- _Exercise prompt_:
Search the data for the string "every" and gather each line it is in.

--- Information given Enclosed Below ---

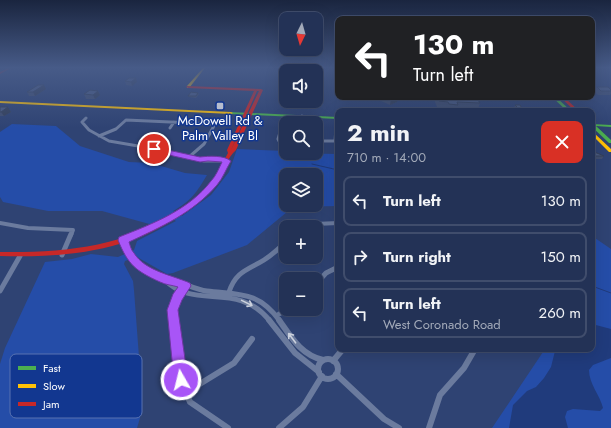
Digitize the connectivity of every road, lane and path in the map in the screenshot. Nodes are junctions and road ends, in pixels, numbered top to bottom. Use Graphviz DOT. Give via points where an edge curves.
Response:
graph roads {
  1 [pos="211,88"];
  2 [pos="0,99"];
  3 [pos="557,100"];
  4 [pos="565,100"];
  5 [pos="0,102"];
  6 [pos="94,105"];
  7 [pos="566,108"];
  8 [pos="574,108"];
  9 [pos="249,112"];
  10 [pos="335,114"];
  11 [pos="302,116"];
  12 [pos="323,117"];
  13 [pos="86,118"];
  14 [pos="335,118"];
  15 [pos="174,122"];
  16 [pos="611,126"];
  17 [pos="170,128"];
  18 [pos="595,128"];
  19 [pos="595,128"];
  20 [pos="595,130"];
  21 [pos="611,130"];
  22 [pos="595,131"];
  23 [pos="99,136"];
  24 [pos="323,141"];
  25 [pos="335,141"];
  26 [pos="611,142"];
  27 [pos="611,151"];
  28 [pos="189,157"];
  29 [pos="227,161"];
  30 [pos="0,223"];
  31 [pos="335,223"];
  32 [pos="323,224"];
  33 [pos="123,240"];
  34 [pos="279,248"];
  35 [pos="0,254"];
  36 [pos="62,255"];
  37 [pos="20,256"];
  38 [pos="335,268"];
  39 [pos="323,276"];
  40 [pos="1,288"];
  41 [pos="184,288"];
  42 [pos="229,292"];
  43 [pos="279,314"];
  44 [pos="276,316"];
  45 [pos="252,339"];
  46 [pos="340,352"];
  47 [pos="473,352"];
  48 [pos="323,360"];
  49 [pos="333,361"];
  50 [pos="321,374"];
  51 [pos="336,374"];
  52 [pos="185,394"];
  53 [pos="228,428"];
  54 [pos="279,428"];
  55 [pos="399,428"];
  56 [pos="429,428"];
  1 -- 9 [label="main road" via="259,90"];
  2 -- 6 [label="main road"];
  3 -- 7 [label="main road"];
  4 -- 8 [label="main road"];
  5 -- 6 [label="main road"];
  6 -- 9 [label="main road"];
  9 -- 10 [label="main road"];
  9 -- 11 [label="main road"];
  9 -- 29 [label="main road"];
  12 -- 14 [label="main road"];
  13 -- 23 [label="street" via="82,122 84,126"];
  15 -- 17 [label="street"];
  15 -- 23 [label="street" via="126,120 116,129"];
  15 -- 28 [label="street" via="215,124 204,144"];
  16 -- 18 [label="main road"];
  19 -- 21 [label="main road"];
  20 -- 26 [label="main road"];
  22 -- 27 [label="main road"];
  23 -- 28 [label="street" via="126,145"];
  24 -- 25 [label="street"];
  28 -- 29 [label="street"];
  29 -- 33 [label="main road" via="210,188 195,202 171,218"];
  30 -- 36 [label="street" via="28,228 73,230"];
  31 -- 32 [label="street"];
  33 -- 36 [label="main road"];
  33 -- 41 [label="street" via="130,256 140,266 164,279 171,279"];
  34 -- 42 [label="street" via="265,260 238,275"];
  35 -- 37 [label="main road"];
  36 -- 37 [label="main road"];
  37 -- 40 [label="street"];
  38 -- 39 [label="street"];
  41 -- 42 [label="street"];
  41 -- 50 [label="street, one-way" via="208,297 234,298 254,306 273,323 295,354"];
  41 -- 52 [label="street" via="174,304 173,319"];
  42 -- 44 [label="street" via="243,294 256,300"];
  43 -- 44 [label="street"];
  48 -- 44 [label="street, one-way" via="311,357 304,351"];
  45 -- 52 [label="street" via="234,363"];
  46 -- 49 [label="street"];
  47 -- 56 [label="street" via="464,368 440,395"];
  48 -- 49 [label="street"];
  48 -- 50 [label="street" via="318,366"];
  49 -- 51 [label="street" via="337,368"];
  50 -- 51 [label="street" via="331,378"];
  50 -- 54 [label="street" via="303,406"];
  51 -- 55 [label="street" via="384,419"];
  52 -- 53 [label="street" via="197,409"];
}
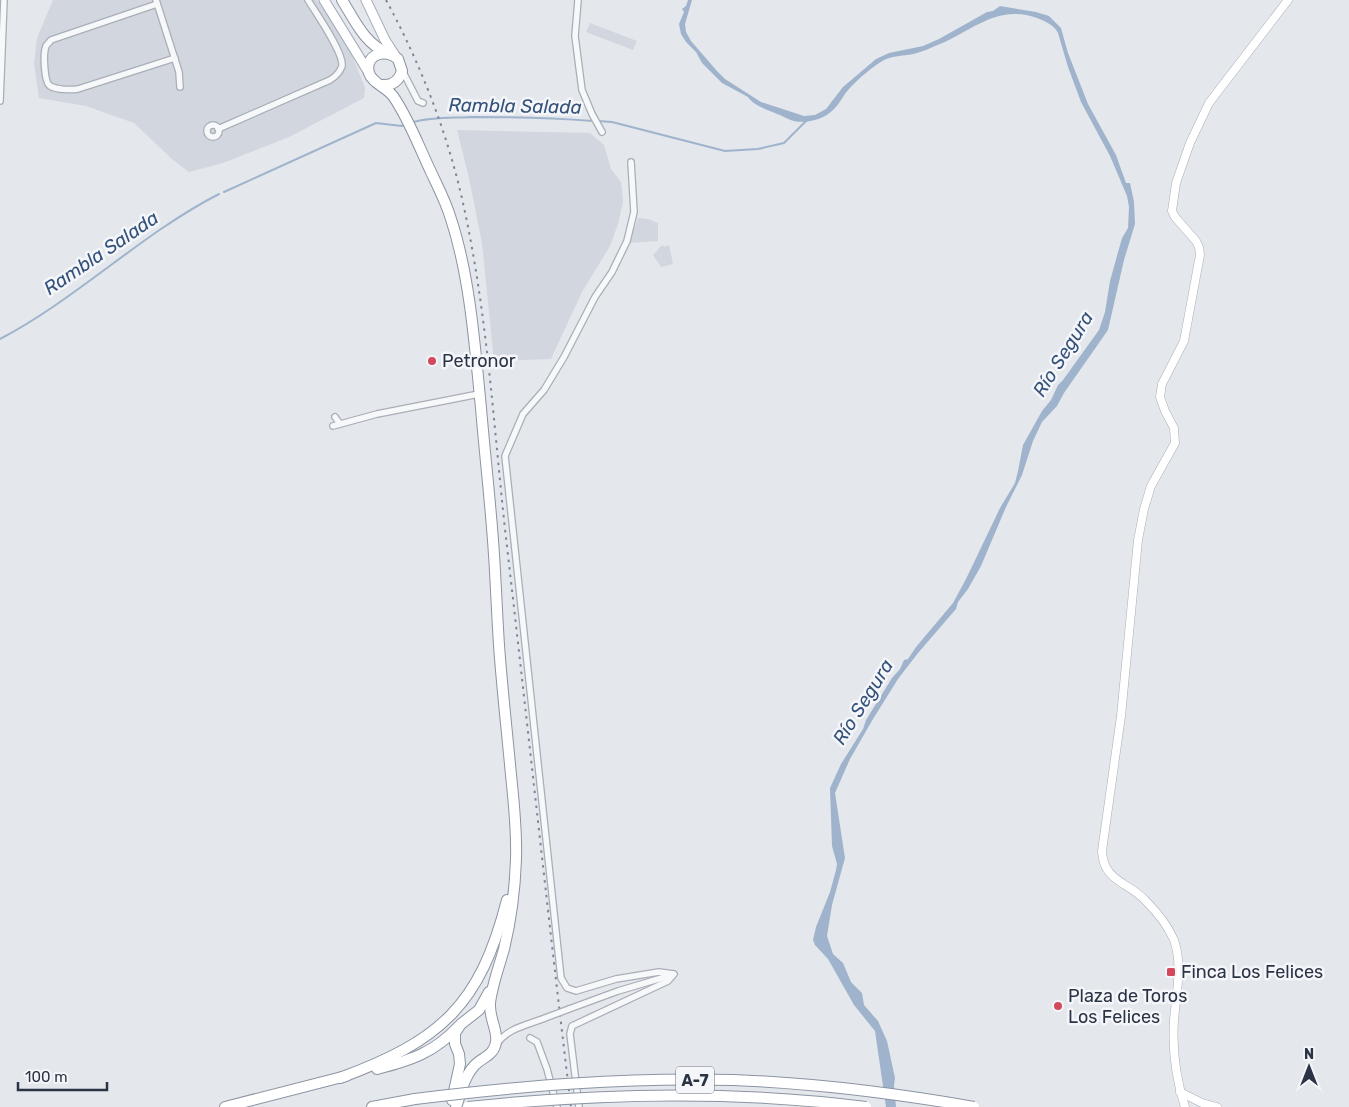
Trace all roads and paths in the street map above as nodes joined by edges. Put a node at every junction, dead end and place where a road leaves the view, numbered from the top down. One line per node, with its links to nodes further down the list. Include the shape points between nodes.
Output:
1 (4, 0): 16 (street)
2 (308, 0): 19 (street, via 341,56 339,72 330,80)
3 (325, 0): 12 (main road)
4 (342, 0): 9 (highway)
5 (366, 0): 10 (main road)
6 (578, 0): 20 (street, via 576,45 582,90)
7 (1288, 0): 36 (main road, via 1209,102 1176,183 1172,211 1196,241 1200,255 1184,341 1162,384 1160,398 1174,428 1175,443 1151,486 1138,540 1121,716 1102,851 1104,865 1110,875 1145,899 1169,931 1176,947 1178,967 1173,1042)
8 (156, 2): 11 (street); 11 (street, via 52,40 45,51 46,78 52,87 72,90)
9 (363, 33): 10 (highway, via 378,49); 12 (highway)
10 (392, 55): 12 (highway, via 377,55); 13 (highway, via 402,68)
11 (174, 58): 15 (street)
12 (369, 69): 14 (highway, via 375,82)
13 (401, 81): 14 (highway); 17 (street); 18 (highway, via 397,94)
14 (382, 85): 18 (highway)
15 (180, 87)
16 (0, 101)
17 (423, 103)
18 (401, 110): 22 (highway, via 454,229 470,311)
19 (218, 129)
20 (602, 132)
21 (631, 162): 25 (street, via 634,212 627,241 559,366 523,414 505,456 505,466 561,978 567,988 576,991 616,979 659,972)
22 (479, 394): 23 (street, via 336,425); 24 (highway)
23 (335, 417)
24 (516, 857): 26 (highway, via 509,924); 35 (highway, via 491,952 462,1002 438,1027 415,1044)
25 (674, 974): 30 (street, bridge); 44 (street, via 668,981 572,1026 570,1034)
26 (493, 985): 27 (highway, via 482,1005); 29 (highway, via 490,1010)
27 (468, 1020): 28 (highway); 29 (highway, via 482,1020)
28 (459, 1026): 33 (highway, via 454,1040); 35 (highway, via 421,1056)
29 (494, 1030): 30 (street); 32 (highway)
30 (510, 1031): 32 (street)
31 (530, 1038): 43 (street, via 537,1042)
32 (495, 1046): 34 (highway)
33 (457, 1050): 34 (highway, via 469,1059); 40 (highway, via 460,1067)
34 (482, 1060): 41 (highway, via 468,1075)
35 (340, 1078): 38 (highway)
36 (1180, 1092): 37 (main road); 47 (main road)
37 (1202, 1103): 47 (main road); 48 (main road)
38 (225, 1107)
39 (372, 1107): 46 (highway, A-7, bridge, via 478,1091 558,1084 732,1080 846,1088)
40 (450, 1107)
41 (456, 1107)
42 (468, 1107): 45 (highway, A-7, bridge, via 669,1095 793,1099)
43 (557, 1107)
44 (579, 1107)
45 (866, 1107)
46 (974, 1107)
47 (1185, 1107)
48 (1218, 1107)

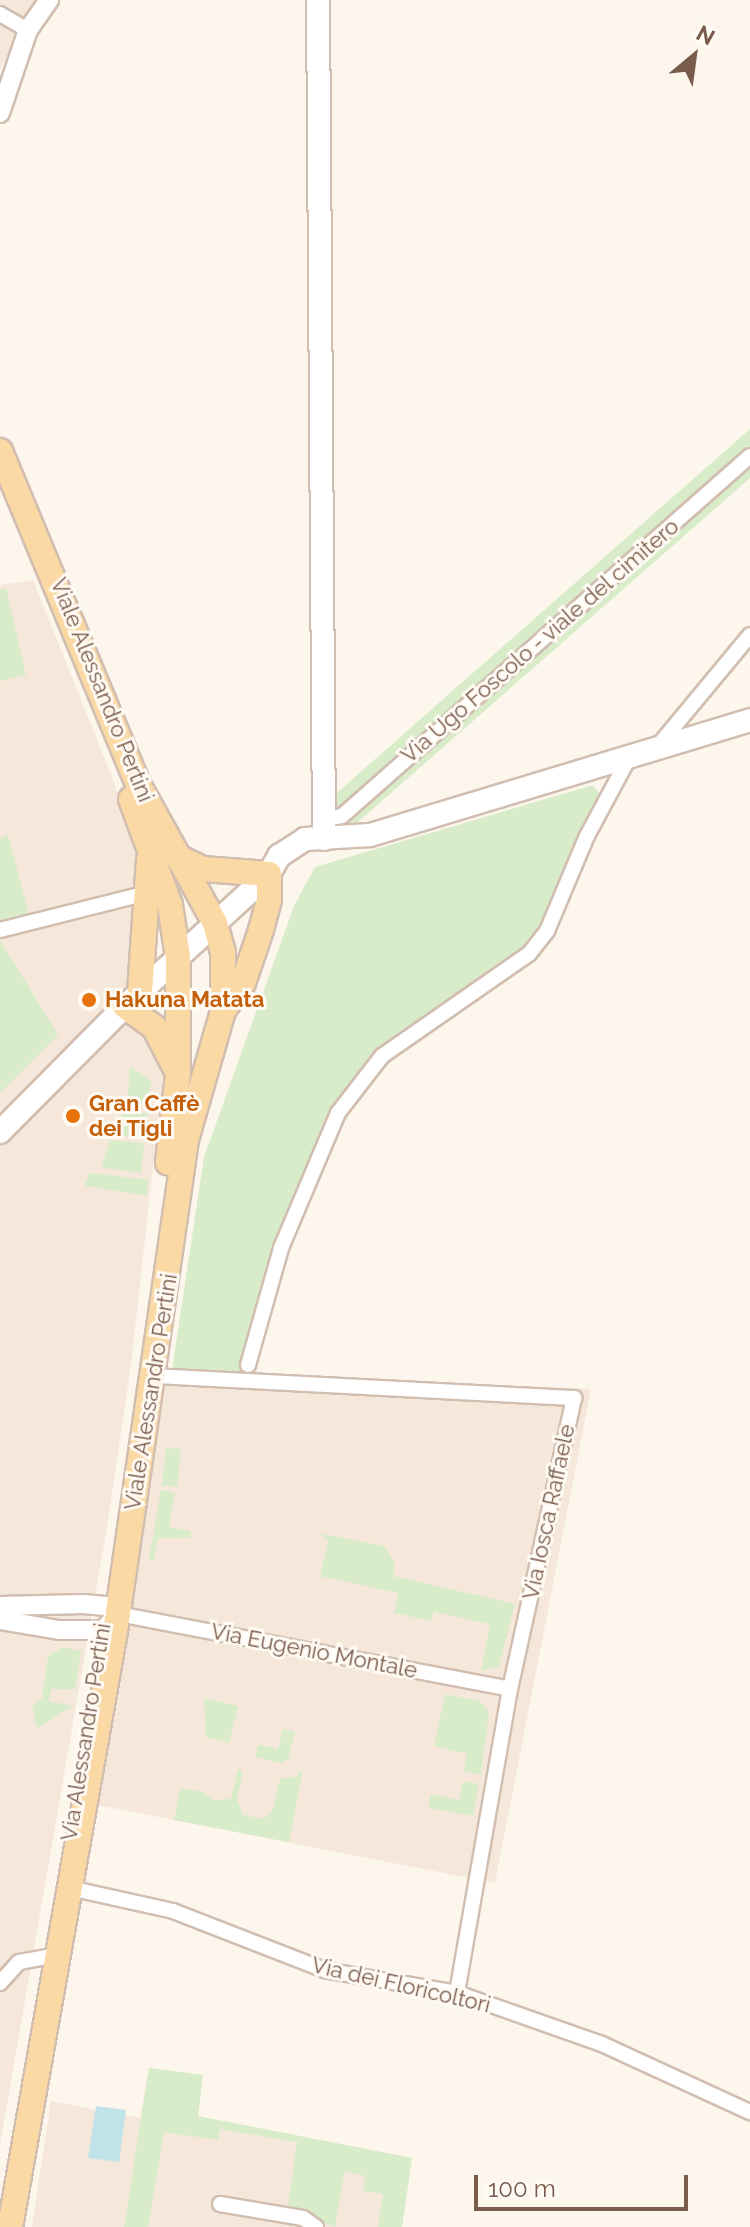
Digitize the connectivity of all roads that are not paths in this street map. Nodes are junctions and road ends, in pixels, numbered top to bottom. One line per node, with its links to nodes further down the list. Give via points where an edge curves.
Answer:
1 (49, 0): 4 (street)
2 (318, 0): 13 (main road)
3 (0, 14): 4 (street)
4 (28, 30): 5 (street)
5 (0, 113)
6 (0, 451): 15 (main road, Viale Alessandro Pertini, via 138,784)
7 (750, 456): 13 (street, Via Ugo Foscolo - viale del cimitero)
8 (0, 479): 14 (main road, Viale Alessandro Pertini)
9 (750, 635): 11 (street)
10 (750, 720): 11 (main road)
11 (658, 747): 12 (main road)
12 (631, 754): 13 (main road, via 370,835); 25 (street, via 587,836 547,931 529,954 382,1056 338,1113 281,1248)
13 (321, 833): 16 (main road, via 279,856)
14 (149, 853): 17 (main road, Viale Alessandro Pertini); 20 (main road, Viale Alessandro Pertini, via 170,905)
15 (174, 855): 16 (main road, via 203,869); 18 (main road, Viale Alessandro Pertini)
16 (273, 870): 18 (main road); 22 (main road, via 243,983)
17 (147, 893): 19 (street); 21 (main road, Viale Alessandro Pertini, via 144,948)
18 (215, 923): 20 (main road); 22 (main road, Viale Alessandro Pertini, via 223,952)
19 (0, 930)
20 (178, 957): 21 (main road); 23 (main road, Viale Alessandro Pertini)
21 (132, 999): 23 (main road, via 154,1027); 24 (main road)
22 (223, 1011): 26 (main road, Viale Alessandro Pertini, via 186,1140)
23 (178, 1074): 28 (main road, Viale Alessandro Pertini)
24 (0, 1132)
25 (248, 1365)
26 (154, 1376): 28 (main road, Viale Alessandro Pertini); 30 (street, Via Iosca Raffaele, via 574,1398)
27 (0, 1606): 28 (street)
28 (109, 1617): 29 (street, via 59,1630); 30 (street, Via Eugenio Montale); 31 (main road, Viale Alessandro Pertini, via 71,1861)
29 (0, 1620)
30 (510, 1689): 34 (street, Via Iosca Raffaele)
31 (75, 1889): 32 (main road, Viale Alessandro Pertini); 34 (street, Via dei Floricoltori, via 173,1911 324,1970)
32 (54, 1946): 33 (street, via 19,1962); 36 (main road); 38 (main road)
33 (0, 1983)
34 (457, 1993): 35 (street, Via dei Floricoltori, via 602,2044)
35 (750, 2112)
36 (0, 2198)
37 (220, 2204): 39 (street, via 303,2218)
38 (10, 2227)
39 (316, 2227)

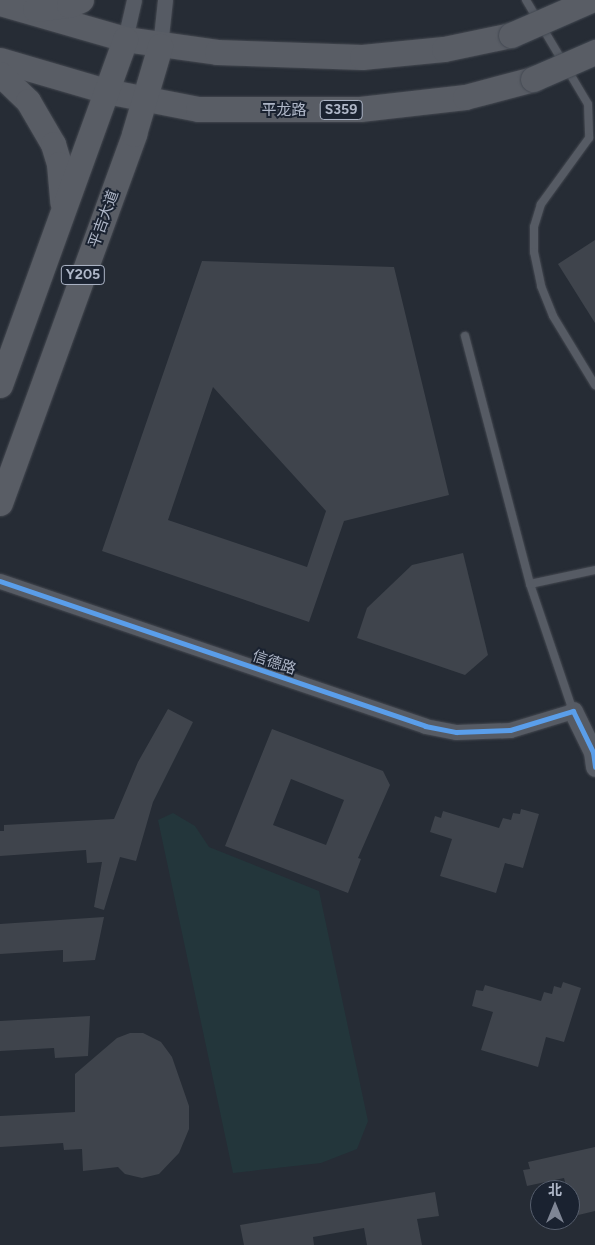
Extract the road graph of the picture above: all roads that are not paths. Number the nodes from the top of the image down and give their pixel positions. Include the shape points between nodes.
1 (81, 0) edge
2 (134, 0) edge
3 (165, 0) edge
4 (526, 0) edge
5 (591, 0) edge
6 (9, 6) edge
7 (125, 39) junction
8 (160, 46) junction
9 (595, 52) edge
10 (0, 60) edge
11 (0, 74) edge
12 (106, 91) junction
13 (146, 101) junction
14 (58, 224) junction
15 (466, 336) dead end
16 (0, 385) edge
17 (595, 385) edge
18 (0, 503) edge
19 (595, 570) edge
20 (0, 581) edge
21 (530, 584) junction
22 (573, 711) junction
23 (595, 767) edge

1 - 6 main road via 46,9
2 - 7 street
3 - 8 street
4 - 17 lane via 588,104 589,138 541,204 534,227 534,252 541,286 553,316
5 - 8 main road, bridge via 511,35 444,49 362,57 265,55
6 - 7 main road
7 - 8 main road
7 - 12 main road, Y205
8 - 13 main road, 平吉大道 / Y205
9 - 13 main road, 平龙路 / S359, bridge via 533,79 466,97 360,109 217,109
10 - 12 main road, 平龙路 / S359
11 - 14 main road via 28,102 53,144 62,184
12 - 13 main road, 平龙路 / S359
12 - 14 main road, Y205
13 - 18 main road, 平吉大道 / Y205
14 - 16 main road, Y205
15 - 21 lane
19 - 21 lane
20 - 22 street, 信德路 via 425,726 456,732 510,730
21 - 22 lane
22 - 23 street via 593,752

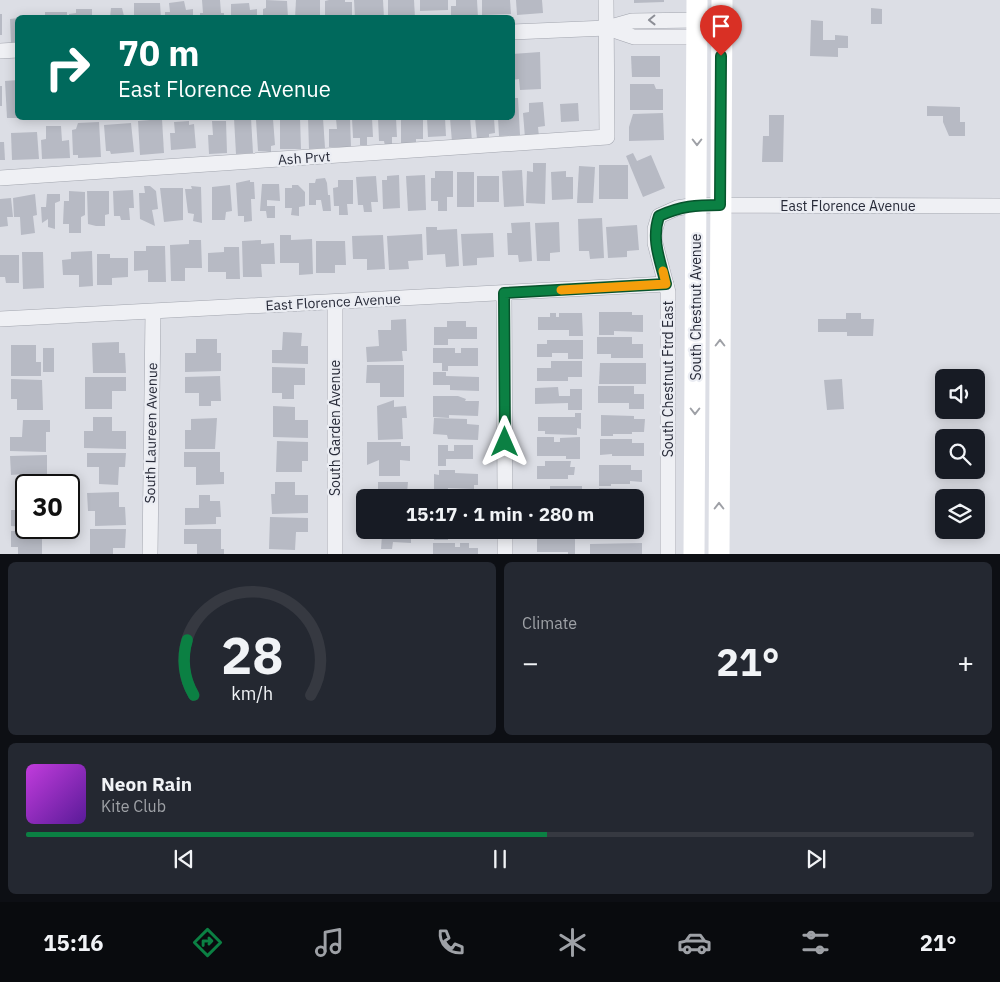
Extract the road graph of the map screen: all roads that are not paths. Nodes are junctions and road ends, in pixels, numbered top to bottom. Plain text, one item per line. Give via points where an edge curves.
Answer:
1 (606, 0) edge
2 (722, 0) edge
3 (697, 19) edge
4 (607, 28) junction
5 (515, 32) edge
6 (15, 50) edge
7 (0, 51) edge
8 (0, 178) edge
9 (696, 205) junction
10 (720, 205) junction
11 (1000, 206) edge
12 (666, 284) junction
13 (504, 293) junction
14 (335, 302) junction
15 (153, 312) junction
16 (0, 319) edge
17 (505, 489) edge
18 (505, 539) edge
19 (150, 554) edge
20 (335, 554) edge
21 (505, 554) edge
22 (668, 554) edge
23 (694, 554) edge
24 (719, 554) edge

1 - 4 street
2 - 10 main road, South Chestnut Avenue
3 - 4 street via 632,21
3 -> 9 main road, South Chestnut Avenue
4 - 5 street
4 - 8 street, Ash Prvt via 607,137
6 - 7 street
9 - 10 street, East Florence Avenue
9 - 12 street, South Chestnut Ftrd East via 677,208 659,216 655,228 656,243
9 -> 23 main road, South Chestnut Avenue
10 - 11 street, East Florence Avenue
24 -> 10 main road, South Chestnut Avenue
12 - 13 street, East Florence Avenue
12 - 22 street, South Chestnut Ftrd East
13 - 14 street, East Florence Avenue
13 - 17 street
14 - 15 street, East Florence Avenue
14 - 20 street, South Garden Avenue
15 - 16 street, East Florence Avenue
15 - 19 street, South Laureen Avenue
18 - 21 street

--- End of Enclosed Information given ---

- _Task answer_:
Digitize the connectivity of every road, lane and path in the map in the screenshot. Nodes are junctions and road ends, in pixels, numbered top to bottom. Use Graphviz DOT. Give via points where an edge curves.
Trace all roads and paths in the street map above as nodes joined by edges. Put a node at every junction, dead end and place where a road leaves the view, numbered from the top down. One line per node, with its links to nodes further down the list. Include the shape points between nodes.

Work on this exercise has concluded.